Data records:

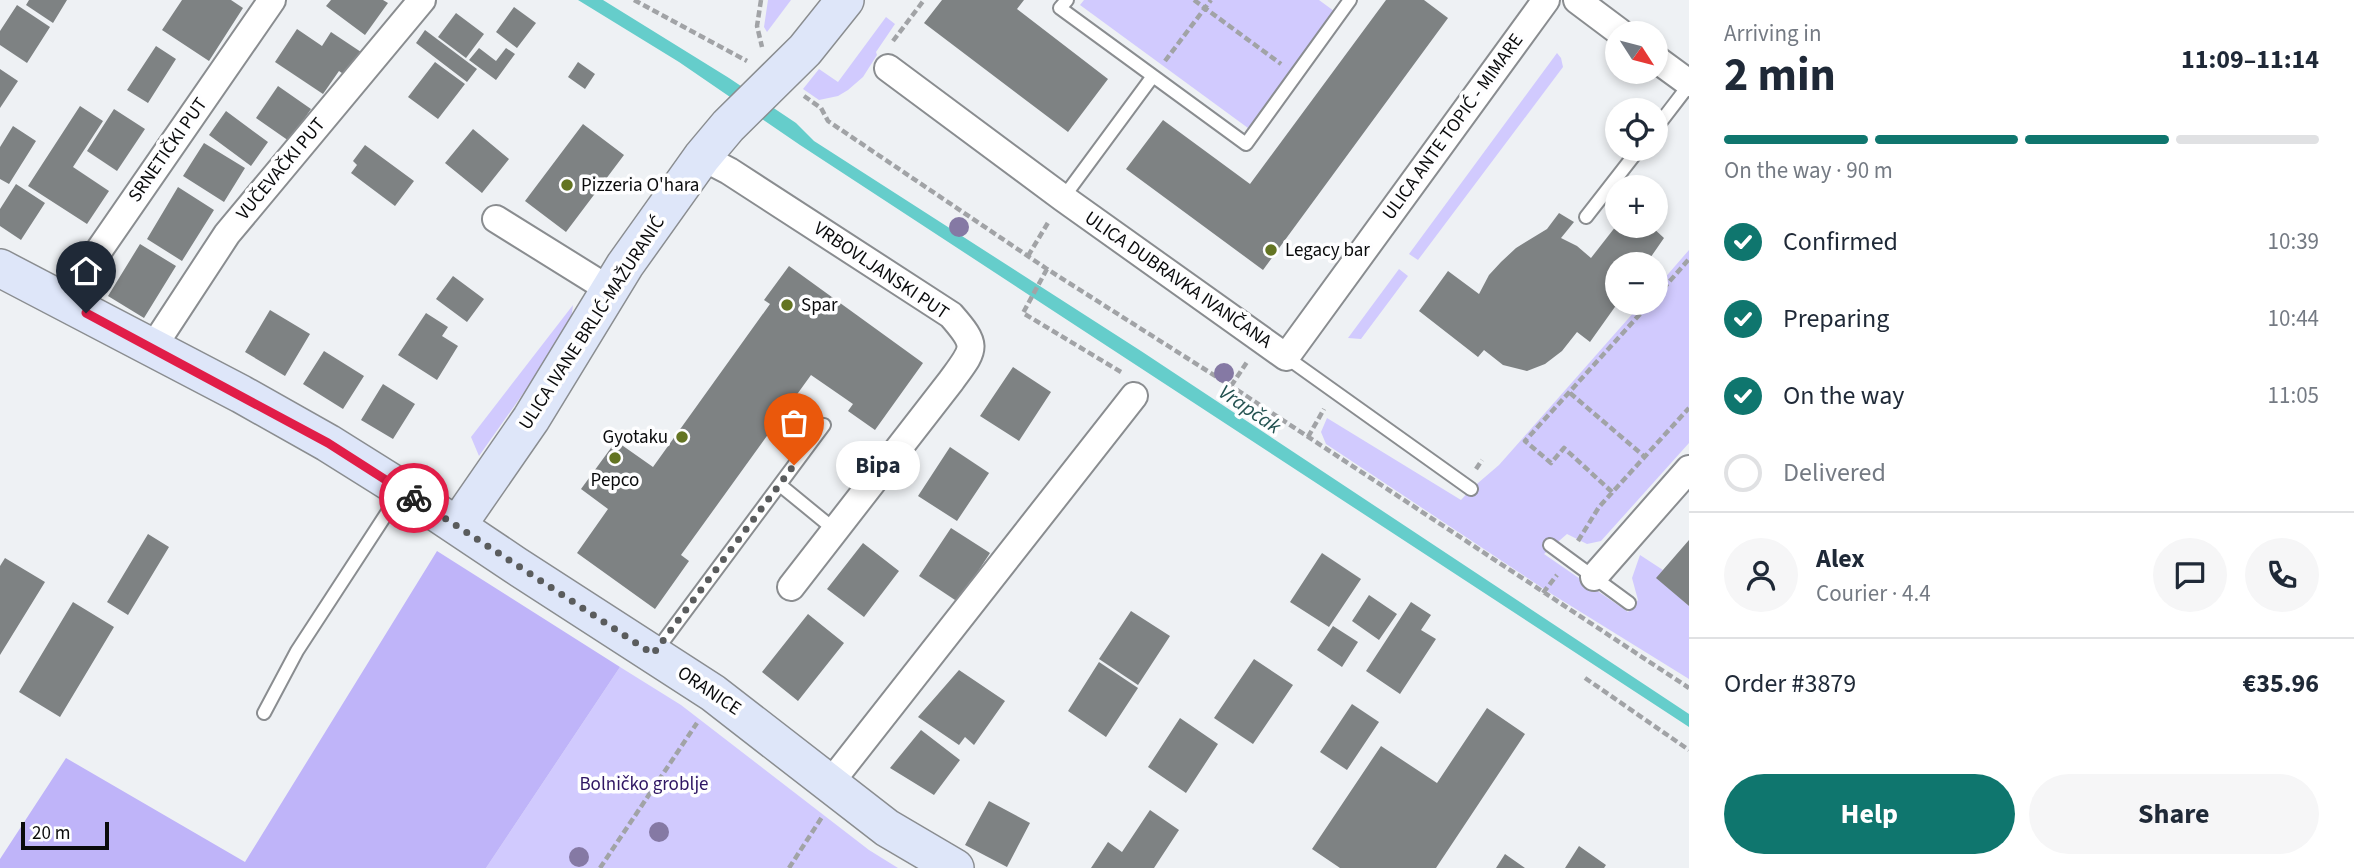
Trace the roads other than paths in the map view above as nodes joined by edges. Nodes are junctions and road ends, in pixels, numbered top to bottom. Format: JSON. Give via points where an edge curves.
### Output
{"nodes":[{"id":1,"x":272,"y":0,"type":"edge"},
{"id":2,"x":422,"y":0,"type":"edge"},
{"id":3,"x":845,"y":0,"type":"edge"},
{"id":4,"x":1067,"y":0,"type":"edge"},
{"id":5,"x":1546,"y":0,"type":"edge"},
{"id":6,"x":1577,"y":0,"type":"edge"},
{"id":7,"x":1347,"y":1,"type":"edge"},
{"id":8,"x":1605,"y":21,"type":"edge"},
{"id":9,"x":890,"y":56,"type":"road end"},
{"id":10,"x":1668,"y":68,"type":"edge"},
{"id":11,"x":1153,"y":76,"type":"junction"},
{"id":12,"x":1689,"y":84,"type":"edge"},
{"id":13,"x":1668,"y":112,"type":"edge"},
{"id":14,"x":702,"y":157,"type":"junction"},
{"id":15,"x":1630,"y":161,"type":"edge"},
{"id":16,"x":1063,"y":198,"type":"junction"},
{"id":17,"x":1586,"y":218,"type":"dead end"},
{"id":18,"x":496,"y":219,"type":"dead end"},
{"id":19,"x":0,"y":268,"type":"edge"},
{"id":20,"x":610,"y":289,"type":"junction"},
{"id":21,"x":64,"y":301,"type":"junction"},
{"id":22,"x":153,"y":347,"type":"junction"},
{"id":23,"x":1286,"y":357,"type":"junction"},
{"id":24,"x":1134,"y":396,"type":"road end"},
{"id":25,"x":824,"y":425,"type":"dead end"},
{"id":26,"x":1689,"y":469,"type":"edge"},
{"id":27,"x":780,"y":485,"type":"junction"},
{"id":28,"x":1471,"y":489,"type":"dead end"},
{"id":29,"x":403,"y":490,"type":"junction"},
{"id":30,"x":457,"y":526,"type":"junction"},
{"id":31,"x":835,"y":530,"type":"junction"},
{"id":32,"x":1550,"y":545,"type":"dead end"},
{"id":33,"x":1594,"y":577,"type":"junction"},
{"id":34,"x":792,"y":587,"type":"dead end"},
{"id":35,"x":1629,"y":603,"type":"dead end"},
{"id":36,"x":653,"y":654,"type":"junction"},
{"id":37,"x":264,"y":713,"type":"dead end"},
{"id":38,"x":830,"y":796,"type":"junction"},
{"id":39,"x":956,"y":868,"type":"edge"}],
"edges":[{"from":1,"to":21,"type":"street","name":"SRNETIČKI PUT"},
{"from":2,"to":22,"type":"street","name":"VUČEVAČKI PUT","via":[[227,234]]},
{"from":3,"to":14,"type":"main road","name":"ULICA IVANE BRLIĆ-MAŽURANIĆ"},
{"from":4,"to":11,"type":"lane","via":[[1060,8]]},
{"from":5,"to":23,"type":"street","name":"ULICA ANTE TOPIĆ - MIMARE"},
{"from":6,"to":8,"type":"street"},
{"from":7,"to":11,"type":"lane","via":[[1246,144]]},
{"from":9,"to":16,"type":"street","name":"ULICA DUBRAVKA IVANČANA"},
{"from":10,"to":12,"type":"street"},
{"from":11,"to":16,"type":"lane"},
{"from":12,"to":13,"type":"lane"},
{"from":14,"to":20,"type":"main road","name":"ULICA IVANE BRLIĆ-MAŽURANIĆ"},
{"from":14,"to":31,"type":"street","name":"VRBOVLJANSKI PUT","via":[[951,315],[971,344],[971,354]]},
{"from":15,"to":17,"type":"lane"},
{"from":16,"to":23,"type":"street","name":"ULICA DUBRAVKA IVANČANA"},
{"from":18,"to":20,"type":"street"},
{"from":19,"to":21,"type":"main road","name":"ORANICE"},
{"from":20,"to":30,"type":"main road","name":"ULICA IVANE BRLIĆ-MAŽURANIĆ","via":[[531,419]]},
{"from":21,"to":22,"type":"main road","name":"ORANICE"},
{"from":22,"to":29,"type":"main road","name":"ORANICE","via":[[328,443]]},
{"from":23,"to":28,"type":"lane","name":"ULICA DUBRAVKA IVANČANA"},
{"from":24,"to":38,"type":"street","via":[[838,773]]},
{"from":25,"to":27,"type":"lane"},
{"from":26,"to":33,"type":"street"},
{"from":27,"to":31,"type":"lane"},
{"from":27,"to":36,"type":"lane"},
{"from":29,"to":30,"type":"main road","name":"ORANICE"},
{"from":29,"to":37,"type":"lane","via":[[297,651]]},
{"from":30,"to":36,"type":"main road","name":"ORANICE"},
{"from":31,"to":34,"type":"street","name":"VRBOVLJANSKI PUT"},
{"from":32,"to":33,"type":"lane"},
{"from":33,"to":35,"type":"lane"},
{"from":36,"to":38,"type":"main road","name":"ORANICE","via":[[746,717]]},
{"from":38,"to":39,"type":"main road","name":"ORANICE"}]}
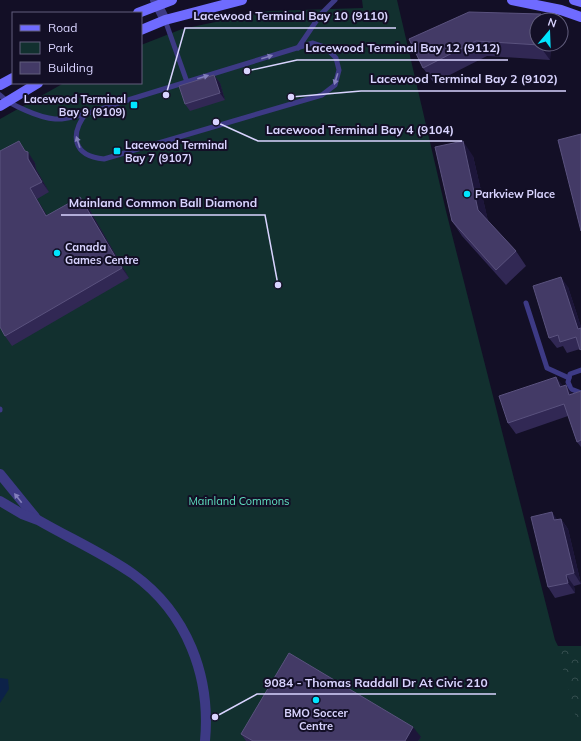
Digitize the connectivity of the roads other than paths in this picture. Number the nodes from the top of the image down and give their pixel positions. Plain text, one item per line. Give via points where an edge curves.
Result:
1 (172, 0) edge
2 (242, 0) edge
3 (335, 0) edge
4 (512, 0) edge
5 (574, 0) edge
6 (156, 2) edge
7 (533, 2) edge
8 (581, 2) edge
9 (140, 12) edge
10 (581, 17) edge
11 (164, 20) junction
12 (142, 30) edge
13 (298, 48) junction
14 (12, 79) edge
15 (187, 82) junction
16 (36, 84) edge
17 (0, 85) edge
18 (2, 101) edge
19 (87, 112) junction
20 (526, 303) dead end
21 (581, 370) edge
22 (569, 378) junction
23 (581, 393) edge
24 (0, 474) edge
25 (0, 501) edge
26 (38, 520) junction
27 (205, 741) edge

1 - 6 main road
2 - 11 main road
3 - 13 lane via 321,14
4 - 7 main road
5 - 8 main road
6 - 9 main road
6 - 11 street
7 - 10 main road
11 - 12 main road
11 - 15 lane
15 -> 13 lane
13 -> 19 lane via 313,43 325,47 336,58 339,70 335,85 322,95 104,159 91,158 81,150 76,140 76,129
14 - 17 main road
15 - 19 lane
16 - 18 main road
18 - 19 lane via 40,116 56,119
20 - 22 lane via 547,368
21 - 22 lane via 573,371
22 - 23 lane via 571,389
26 -> 24 street
25 - 26 street
26 - 27 street via 133,574 157,594 174,614 195,654 203,680 206,707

▸ **EXERCISE INSTRUCTIONS**: Now write out the data word for word, skipping every picture in it.

▸ **SOLUTION FOR THIS PROBLEM**:
Trace the roads other than paths in the map view above as nodes joined by edges. Nodes are junctions and road ends, in pixels, numbered top to bottom. Format: JSON. Give via points where an edge curves.
### Output
{"nodes":[{"id":1,"x":272,"y":0,"type":"edge"},
{"id":2,"x":422,"y":0,"type":"edge"},
{"id":3,"x":845,"y":0,"type":"edge"},
{"id":4,"x":1067,"y":0,"type":"edge"},
{"id":5,"x":1546,"y":0,"type":"edge"},
{"id":6,"x":1577,"y":0,"type":"edge"},
{"id":7,"x":1347,"y":1,"type":"edge"},
{"id":8,"x":1605,"y":21,"type":"edge"},
{"id":9,"x":890,"y":56,"type":"road end"},
{"id":10,"x":1668,"y":68,"type":"edge"},
{"id":11,"x":1153,"y":76,"type":"junction"},
{"id":12,"x":1689,"y":84,"type":"edge"},
{"id":13,"x":1668,"y":112,"type":"edge"},
{"id":14,"x":702,"y":157,"type":"junction"},
{"id":15,"x":1630,"y":161,"type":"edge"},
{"id":16,"x":1063,"y":198,"type":"junction"},
{"id":17,"x":1586,"y":218,"type":"dead end"},
{"id":18,"x":496,"y":219,"type":"dead end"},
{"id":19,"x":0,"y":268,"type":"edge"},
{"id":20,"x":610,"y":289,"type":"junction"},
{"id":21,"x":64,"y":301,"type":"junction"},
{"id":22,"x":153,"y":347,"type":"junction"},
{"id":23,"x":1286,"y":357,"type":"junction"},
{"id":24,"x":1134,"y":396,"type":"road end"},
{"id":25,"x":824,"y":425,"type":"dead end"},
{"id":26,"x":1689,"y":469,"type":"edge"},
{"id":27,"x":780,"y":485,"type":"junction"},
{"id":28,"x":1471,"y":489,"type":"dead end"},
{"id":29,"x":403,"y":490,"type":"junction"},
{"id":30,"x":457,"y":526,"type":"junction"},
{"id":31,"x":835,"y":530,"type":"junction"},
{"id":32,"x":1550,"y":545,"type":"dead end"},
{"id":33,"x":1594,"y":577,"type":"junction"},
{"id":34,"x":792,"y":587,"type":"dead end"},
{"id":35,"x":1629,"y":603,"type":"dead end"},
{"id":36,"x":653,"y":654,"type":"junction"},
{"id":37,"x":264,"y":713,"type":"dead end"},
{"id":38,"x":830,"y":796,"type":"junction"},
{"id":39,"x":956,"y":868,"type":"edge"}],
"edges":[{"from":1,"to":21,"type":"street","name":"SRNETIČKI PUT"},
{"from":2,"to":22,"type":"street","name":"VUČEVAČKI PUT","via":[[227,234]]},
{"from":3,"to":14,"type":"main road","name":"ULICA IVANE BRLIĆ-MAŽURANIĆ"},
{"from":4,"to":11,"type":"lane","via":[[1060,8]]},
{"from":5,"to":23,"type":"street","name":"ULICA ANTE TOPIĆ - MIMARE"},
{"from":6,"to":8,"type":"street"},
{"from":7,"to":11,"type":"lane","via":[[1246,144]]},
{"from":9,"to":16,"type":"street","name":"ULICA DUBRAVKA IVANČANA"},
{"from":10,"to":12,"type":"street"},
{"from":11,"to":16,"type":"lane"},
{"from":12,"to":13,"type":"lane"},
{"from":14,"to":20,"type":"main road","name":"ULICA IVANE BRLIĆ-MAŽURANIĆ"},
{"from":14,"to":31,"type":"street","name":"VRBOVLJANSKI PUT","via":[[951,315],[971,344],[971,354]]},
{"from":15,"to":17,"type":"lane"},
{"from":16,"to":23,"type":"street","name":"ULICA DUBRAVKA IVANČANA"},
{"from":18,"to":20,"type":"street"},
{"from":19,"to":21,"type":"main road","name":"ORANICE"},
{"from":20,"to":30,"type":"main road","name":"ULICA IVANE BRLIĆ-MAŽURANIĆ","via":[[531,419]]},
{"from":21,"to":22,"type":"main road","name":"ORANICE"},
{"from":22,"to":29,"type":"main road","name":"ORANICE","via":[[328,443]]},
{"from":23,"to":28,"type":"lane","name":"ULICA DUBRAVKA IVANČANA"},
{"from":24,"to":38,"type":"street","via":[[838,773]]},
{"from":25,"to":27,"type":"lane"},
{"from":26,"to":33,"type":"street"},
{"from":27,"to":31,"type":"lane"},
{"from":27,"to":36,"type":"lane"},
{"from":29,"to":30,"type":"main road","name":"ORANICE"},
{"from":29,"to":37,"type":"lane","via":[[297,651]]},
{"from":30,"to":36,"type":"main road","name":"ORANICE"},
{"from":31,"to":34,"type":"street","name":"VRBOVLJANSKI PUT"},
{"from":32,"to":33,"type":"lane"},
{"from":33,"to":35,"type":"lane"},
{"from":36,"to":38,"type":"main road","name":"ORANICE","via":[[746,717]]},
{"from":38,"to":39,"type":"main road","name":"ORANICE"}]}
Digitize the connectivity of the roads other than paths in this picture. Number the nodes from the top of the image down and give their pixel positions. Plain text, one item per line. Give via points where an edge curves.
Result:
1 (172, 0) edge
2 (242, 0) edge
3 (335, 0) edge
4 (512, 0) edge
5 (574, 0) edge
6 (156, 2) edge
7 (533, 2) edge
8 (581, 2) edge
9 (140, 12) edge
10 (581, 17) edge
11 (164, 20) junction
12 (142, 30) edge
13 (298, 48) junction
14 (12, 79) edge
15 (187, 82) junction
16 (36, 84) edge
17 (0, 85) edge
18 (2, 101) edge
19 (87, 112) junction
20 (526, 303) dead end
21 (581, 370) edge
22 (569, 378) junction
23 (581, 393) edge
24 (0, 474) edge
25 (0, 501) edge
26 (38, 520) junction
27 (205, 741) edge

1 - 6 main road
2 - 11 main road
3 - 13 lane via 321,14
4 - 7 main road
5 - 8 main road
6 - 9 main road
6 - 11 street
7 - 10 main road
11 - 12 main road
11 - 15 lane
15 -> 13 lane
13 -> 19 lane via 313,43 325,47 336,58 339,70 335,85 322,95 104,159 91,158 81,150 76,140 76,129
14 - 17 main road
15 - 19 lane
16 - 18 main road
18 - 19 lane via 40,116 56,119
20 - 22 lane via 547,368
21 - 22 lane via 573,371
22 - 23 lane via 571,389
26 -> 24 street
25 - 26 street
26 - 27 street via 133,574 157,594 174,614 195,654 203,680 206,707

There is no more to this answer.